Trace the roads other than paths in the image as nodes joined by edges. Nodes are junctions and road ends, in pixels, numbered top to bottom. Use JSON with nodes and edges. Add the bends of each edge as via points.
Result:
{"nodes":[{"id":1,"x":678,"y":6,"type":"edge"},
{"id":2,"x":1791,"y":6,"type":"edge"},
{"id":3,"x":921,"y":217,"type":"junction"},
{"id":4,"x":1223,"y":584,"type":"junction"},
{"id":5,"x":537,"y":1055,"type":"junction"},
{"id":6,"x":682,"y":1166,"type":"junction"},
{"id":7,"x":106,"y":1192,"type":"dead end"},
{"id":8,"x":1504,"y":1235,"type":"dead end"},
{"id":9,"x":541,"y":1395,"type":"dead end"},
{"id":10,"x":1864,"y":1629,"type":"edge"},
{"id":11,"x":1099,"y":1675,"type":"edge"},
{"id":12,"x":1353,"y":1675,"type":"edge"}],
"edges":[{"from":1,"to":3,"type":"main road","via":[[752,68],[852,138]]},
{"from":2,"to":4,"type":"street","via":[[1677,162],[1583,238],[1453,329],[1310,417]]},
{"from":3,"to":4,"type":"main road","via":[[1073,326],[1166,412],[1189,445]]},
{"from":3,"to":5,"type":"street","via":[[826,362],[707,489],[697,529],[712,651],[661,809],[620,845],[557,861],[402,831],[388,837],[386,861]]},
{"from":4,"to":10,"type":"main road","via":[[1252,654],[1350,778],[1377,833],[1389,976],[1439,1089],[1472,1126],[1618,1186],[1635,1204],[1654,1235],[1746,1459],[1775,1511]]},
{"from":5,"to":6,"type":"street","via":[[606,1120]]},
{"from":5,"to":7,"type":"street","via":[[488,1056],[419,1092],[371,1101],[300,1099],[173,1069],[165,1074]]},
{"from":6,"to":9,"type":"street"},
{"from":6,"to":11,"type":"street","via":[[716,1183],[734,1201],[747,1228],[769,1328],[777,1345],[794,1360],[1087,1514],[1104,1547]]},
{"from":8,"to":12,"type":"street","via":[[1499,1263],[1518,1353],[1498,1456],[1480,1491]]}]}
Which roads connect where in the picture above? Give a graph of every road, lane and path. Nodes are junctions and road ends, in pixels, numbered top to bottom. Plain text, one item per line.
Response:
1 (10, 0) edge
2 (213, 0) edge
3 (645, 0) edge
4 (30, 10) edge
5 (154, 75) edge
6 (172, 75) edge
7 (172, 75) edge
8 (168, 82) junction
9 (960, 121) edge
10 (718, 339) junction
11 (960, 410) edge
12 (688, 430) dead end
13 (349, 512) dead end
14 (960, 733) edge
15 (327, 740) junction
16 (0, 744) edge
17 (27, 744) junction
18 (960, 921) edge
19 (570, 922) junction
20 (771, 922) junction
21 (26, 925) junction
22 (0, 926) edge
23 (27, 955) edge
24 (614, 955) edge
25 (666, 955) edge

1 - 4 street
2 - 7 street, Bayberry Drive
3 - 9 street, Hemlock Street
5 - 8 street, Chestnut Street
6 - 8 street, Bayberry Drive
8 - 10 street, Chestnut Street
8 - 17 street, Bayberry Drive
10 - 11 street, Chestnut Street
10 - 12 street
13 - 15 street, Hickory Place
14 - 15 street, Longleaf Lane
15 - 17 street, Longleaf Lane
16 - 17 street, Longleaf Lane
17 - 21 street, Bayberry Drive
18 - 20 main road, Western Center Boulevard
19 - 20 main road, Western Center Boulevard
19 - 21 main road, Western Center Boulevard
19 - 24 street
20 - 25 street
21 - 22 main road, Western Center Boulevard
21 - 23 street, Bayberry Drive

┄┄┄┄┄┄

▶ **TASK PROMPT**
The records above are to be transcribed exactly and completely.

▶ **WRITTEN RESPONSE**
Trace the roads other than paths in the image as nodes joined by edges. Nodes are junctions and road ends, in pixels, numbered top to bottom. Use JSON with nodes and edges. Add the bends of each edge as via points.
Result:
{"nodes":[{"id":1,"x":678,"y":6,"type":"edge"},
{"id":2,"x":1791,"y":6,"type":"edge"},
{"id":3,"x":921,"y":217,"type":"junction"},
{"id":4,"x":1223,"y":584,"type":"junction"},
{"id":5,"x":537,"y":1055,"type":"junction"},
{"id":6,"x":682,"y":1166,"type":"junction"},
{"id":7,"x":106,"y":1192,"type":"dead end"},
{"id":8,"x":1504,"y":1235,"type":"dead end"},
{"id":9,"x":541,"y":1395,"type":"dead end"},
{"id":10,"x":1864,"y":1629,"type":"edge"},
{"id":11,"x":1099,"y":1675,"type":"edge"},
{"id":12,"x":1353,"y":1675,"type":"edge"}],
"edges":[{"from":1,"to":3,"type":"main road","via":[[752,68],[852,138]]},
{"from":2,"to":4,"type":"street","via":[[1677,162],[1583,238],[1453,329],[1310,417]]},
{"from":3,"to":4,"type":"main road","via":[[1073,326],[1166,412],[1189,445]]},
{"from":3,"to":5,"type":"street","via":[[826,362],[707,489],[697,529],[712,651],[661,809],[620,845],[557,861],[402,831],[388,837],[386,861]]},
{"from":4,"to":10,"type":"main road","via":[[1252,654],[1350,778],[1377,833],[1389,976],[1439,1089],[1472,1126],[1618,1186],[1635,1204],[1654,1235],[1746,1459],[1775,1511]]},
{"from":5,"to":6,"type":"street","via":[[606,1120]]},
{"from":5,"to":7,"type":"street","via":[[488,1056],[419,1092],[371,1101],[300,1099],[173,1069],[165,1074]]},
{"from":6,"to":9,"type":"street"},
{"from":6,"to":11,"type":"street","via":[[716,1183],[734,1201],[747,1228],[769,1328],[777,1345],[794,1360],[1087,1514],[1104,1547]]},
{"from":8,"to":12,"type":"street","via":[[1499,1263],[1518,1353],[1498,1456],[1480,1491]]}]}
Which roads connect where in the picture above? Give a graph of every road, lane and path. Nodes are junctions and road ends, in pixels, numbered top to bottom. Plain text, one item per line.
Response:
1 (10, 0) edge
2 (213, 0) edge
3 (645, 0) edge
4 (30, 10) edge
5 (154, 75) edge
6 (172, 75) edge
7 (172, 75) edge
8 (168, 82) junction
9 (960, 121) edge
10 (718, 339) junction
11 (960, 410) edge
12 (688, 430) dead end
13 (349, 512) dead end
14 (960, 733) edge
15 (327, 740) junction
16 (0, 744) edge
17 (27, 744) junction
18 (960, 921) edge
19 (570, 922) junction
20 (771, 922) junction
21 (26, 925) junction
22 (0, 926) edge
23 (27, 955) edge
24 (614, 955) edge
25 (666, 955) edge

1 - 4 street
2 - 7 street, Bayberry Drive
3 - 9 street, Hemlock Street
5 - 8 street, Chestnut Street
6 - 8 street, Bayberry Drive
8 - 10 street, Chestnut Street
8 - 17 street, Bayberry Drive
10 - 11 street, Chestnut Street
10 - 12 street
13 - 15 street, Hickory Place
14 - 15 street, Longleaf Lane
15 - 17 street, Longleaf Lane
16 - 17 street, Longleaf Lane
17 - 21 street, Bayberry Drive
18 - 20 main road, Western Center Boulevard
19 - 20 main road, Western Center Boulevard
19 - 21 main road, Western Center Boulevard
19 - 24 street
20 - 25 street
21 - 22 main road, Western Center Boulevard
21 - 23 street, Bayberry Drive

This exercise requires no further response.